I don't know what server version they're running behind it these days. Office365 is basically a version of Exchange. Usage quotas are not always "real time" because they're calculations. In many mail servers of the past 20 years, your usage number was calculated and a value was stored to the database and compared with your quota. If you were over, the server would either notify you (by sending you another email...) or your account would be locked to stop receiving email....or both....or neither.

If you can link your hotmail account with a mail client on a Windows PC using outlook, that's your best bet for cleanup because you can select a lot more mail for deletion. If you get regular spam from a few companies, you could start by unsubscribing from those, then searching and deleting one company at a time... Just be aware your usage and quota calculations may run a day or more behind before it clears up. Exchange 2003/2007 and maybe 2010 was like that.
 
I'd install Thunderbird, configure it to access your Hotmail account via IMAP, wait for it to copy all the e-mail locally, then I'd start analysing each mail folder size as well as the mailbox quota info via IMAP, and see whether you can figure out what's using up the space. You can also enable the 'size' column to sort messages by size in a given folder.

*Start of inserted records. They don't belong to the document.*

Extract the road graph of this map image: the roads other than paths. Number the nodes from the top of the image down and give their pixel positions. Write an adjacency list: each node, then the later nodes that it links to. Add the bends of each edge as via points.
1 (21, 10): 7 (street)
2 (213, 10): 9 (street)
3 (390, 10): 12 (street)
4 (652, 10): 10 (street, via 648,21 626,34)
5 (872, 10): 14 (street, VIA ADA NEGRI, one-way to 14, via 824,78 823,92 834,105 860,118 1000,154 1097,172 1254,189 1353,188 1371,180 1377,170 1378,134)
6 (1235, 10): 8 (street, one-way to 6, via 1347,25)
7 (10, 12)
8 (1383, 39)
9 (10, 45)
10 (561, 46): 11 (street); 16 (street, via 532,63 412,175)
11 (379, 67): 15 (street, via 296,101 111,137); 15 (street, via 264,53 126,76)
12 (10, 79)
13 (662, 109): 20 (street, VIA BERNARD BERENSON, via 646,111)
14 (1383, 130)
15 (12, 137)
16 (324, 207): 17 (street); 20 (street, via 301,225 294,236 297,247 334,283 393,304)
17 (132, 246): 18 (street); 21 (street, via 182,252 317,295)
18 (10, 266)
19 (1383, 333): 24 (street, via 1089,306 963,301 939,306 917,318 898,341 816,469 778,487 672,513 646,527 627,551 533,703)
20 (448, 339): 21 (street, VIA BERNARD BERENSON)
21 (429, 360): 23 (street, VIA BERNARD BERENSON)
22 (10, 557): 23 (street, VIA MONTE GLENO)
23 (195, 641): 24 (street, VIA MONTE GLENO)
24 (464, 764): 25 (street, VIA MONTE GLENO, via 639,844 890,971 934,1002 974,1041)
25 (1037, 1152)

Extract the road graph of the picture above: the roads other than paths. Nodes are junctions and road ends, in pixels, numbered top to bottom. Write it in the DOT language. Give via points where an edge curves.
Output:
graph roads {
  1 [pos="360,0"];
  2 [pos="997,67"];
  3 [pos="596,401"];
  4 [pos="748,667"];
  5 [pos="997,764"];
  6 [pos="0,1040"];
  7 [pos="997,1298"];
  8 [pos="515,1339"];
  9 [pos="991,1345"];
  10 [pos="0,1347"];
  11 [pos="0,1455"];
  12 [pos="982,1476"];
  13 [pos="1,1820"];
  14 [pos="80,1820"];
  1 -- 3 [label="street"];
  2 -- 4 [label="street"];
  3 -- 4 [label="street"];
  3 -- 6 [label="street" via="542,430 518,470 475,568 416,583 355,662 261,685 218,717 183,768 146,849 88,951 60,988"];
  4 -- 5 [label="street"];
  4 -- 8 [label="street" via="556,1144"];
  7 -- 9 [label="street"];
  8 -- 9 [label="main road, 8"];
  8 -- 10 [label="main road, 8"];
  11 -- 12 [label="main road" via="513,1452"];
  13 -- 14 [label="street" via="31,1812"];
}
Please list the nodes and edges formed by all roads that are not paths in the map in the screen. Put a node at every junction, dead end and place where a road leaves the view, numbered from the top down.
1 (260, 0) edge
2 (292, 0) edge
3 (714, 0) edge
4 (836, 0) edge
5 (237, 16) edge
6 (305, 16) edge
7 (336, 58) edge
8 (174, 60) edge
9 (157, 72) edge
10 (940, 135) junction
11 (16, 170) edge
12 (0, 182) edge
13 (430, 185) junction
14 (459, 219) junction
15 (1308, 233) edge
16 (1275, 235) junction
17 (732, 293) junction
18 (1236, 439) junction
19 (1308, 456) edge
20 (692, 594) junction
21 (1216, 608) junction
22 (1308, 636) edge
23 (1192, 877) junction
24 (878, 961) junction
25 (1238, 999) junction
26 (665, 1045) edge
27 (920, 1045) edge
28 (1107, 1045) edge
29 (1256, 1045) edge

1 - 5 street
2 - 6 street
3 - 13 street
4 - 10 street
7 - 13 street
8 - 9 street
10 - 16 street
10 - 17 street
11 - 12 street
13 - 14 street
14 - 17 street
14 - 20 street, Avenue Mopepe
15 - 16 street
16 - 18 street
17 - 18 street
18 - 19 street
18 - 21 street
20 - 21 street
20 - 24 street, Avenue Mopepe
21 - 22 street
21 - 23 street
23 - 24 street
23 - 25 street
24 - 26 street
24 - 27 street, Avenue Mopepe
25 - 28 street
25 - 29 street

As a safety measure I'd consider copying all the mail you care about into the 'local folders' structure in Thunderbird so should you make a horrible mistake then at least you have a fall-back.

Personally I don't see why MS would need to remotely access your computer. The e-mail isn't there, it's on their server: If you fire-bombed your computer, it's not going to free up space in your Hotmail account. I'd go through the hotmail site to contact MS and have them take a look over it if I had ruled out all the simple possibilities and concluded the problem was a malfunction at their end.